=== Problem description ===
Write out the listing verbatim. No pictures belong in it.

=== Task material ===
- Opening Delimiter -

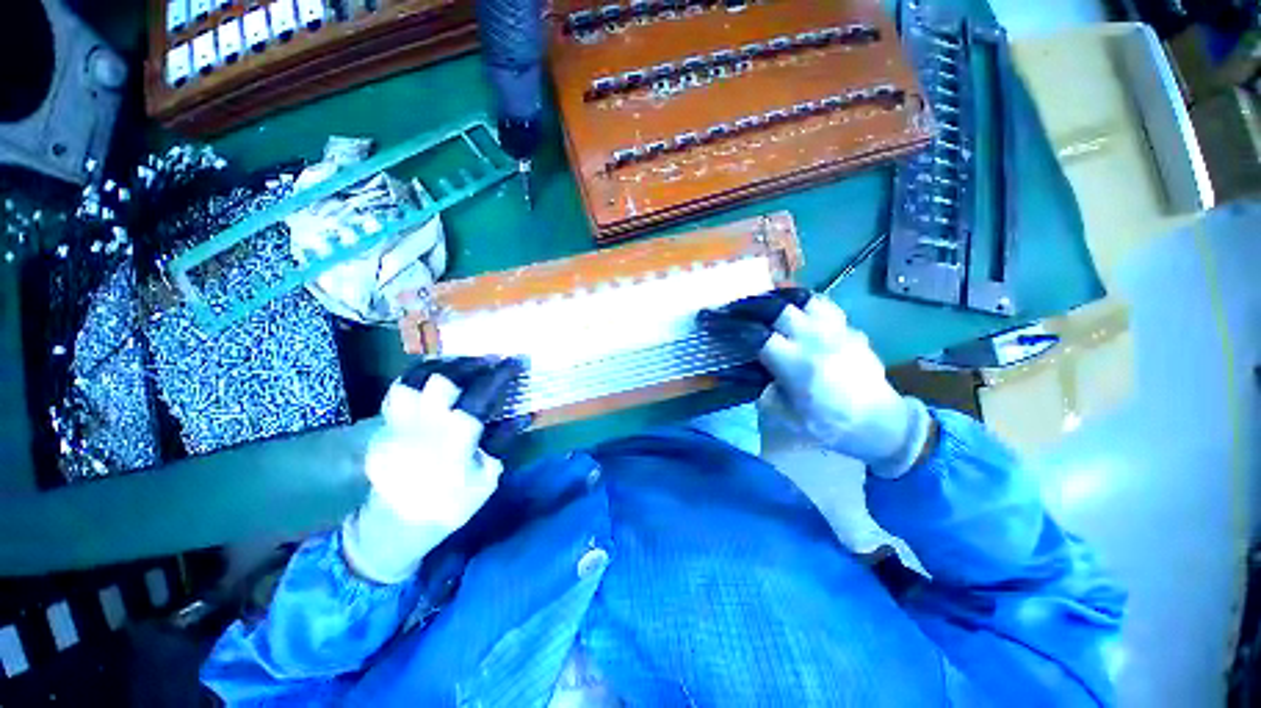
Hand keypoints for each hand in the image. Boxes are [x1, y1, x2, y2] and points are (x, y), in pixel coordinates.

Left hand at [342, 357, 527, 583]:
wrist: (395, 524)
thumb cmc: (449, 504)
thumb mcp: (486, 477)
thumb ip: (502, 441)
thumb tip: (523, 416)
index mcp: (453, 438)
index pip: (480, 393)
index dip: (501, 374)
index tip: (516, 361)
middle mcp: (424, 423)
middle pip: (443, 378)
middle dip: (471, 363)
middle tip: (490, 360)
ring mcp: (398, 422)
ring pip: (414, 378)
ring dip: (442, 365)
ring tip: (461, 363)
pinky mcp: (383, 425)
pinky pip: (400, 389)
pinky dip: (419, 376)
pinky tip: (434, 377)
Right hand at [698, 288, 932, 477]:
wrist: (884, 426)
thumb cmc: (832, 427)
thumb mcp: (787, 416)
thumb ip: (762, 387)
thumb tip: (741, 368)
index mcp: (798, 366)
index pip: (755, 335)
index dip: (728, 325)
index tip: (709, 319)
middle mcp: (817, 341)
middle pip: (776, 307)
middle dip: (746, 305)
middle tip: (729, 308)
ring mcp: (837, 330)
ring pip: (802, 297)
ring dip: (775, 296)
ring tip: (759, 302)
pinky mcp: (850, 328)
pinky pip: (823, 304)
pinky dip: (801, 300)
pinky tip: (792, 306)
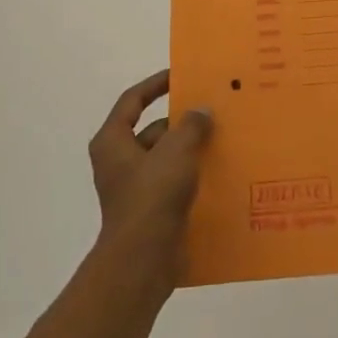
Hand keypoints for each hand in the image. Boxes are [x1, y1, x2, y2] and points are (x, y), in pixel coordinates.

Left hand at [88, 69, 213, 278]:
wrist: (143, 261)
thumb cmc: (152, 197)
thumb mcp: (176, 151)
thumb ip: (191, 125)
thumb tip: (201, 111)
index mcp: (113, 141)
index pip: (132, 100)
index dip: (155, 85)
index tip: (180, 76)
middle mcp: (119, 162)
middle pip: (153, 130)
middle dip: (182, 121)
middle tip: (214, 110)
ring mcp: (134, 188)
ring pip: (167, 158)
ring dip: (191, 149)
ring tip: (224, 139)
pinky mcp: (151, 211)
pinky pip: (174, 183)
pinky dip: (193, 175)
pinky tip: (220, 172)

- Closing Delimiter -

=== Exercise result ===
Hand keypoints for each hand in the image. Boxes are [x1, y1, x2, y2] and points are (x, y), in pixel coordinates.

Left hand at [342, 357, 527, 583]:
wrist: (395, 524)
thumb cmc: (449, 504)
thumb mcp: (486, 477)
thumb ip: (502, 441)
thumb tip: (523, 416)
index mcp: (453, 438)
index pip: (480, 393)
index dip: (501, 374)
index tip: (516, 361)
middle mcp: (424, 423)
middle pip: (443, 378)
middle dip: (471, 363)
middle tip: (490, 360)
ring mcp: (398, 422)
ring pip: (414, 378)
ring dip: (442, 365)
ring tip: (461, 363)
pinky mcp: (383, 425)
pinky pip: (400, 389)
pinky dip: (419, 376)
pinky tip: (434, 377)
Right hand at [698, 288, 932, 477]:
wrist: (884, 426)
thumb cmc: (832, 427)
thumb mcp: (787, 416)
thumb ip: (762, 387)
thumb tip: (741, 368)
index mcp: (798, 366)
index pip: (755, 335)
index dip: (728, 325)
index tip: (709, 319)
middle mcp: (817, 341)
middle pip: (776, 307)
middle dip: (746, 305)
middle tip: (729, 308)
ring mcp: (837, 330)
ring pip: (802, 297)
ring dip: (775, 296)
ring tip: (759, 302)
pinky mcp: (850, 328)
pinky pip: (823, 304)
pinky dip: (801, 300)
pinky tip: (792, 306)
Hand keypoints for each hand in the image. Boxes are [x1, y1, x2, y2] and points are (x, y), in pixel coordinates.

Left hand at [88, 69, 213, 278]:
wrist: (143, 261)
thumb cmc: (152, 197)
thumb mcp: (176, 151)
thumb ip: (191, 125)
thumb tip: (201, 111)
index mcp: (113, 141)
index pip: (132, 100)
index dip: (155, 85)
index tip: (180, 76)
middle mcp: (119, 162)
middle pip: (153, 130)
middle dip: (182, 121)
middle tip: (214, 110)
ring mcp: (134, 188)
ring pip: (167, 158)
ring dip: (191, 149)
ring tip: (224, 139)
pinky mcp: (151, 211)
pinky pip: (174, 183)
pinky dip: (193, 175)
pinky tip: (220, 172)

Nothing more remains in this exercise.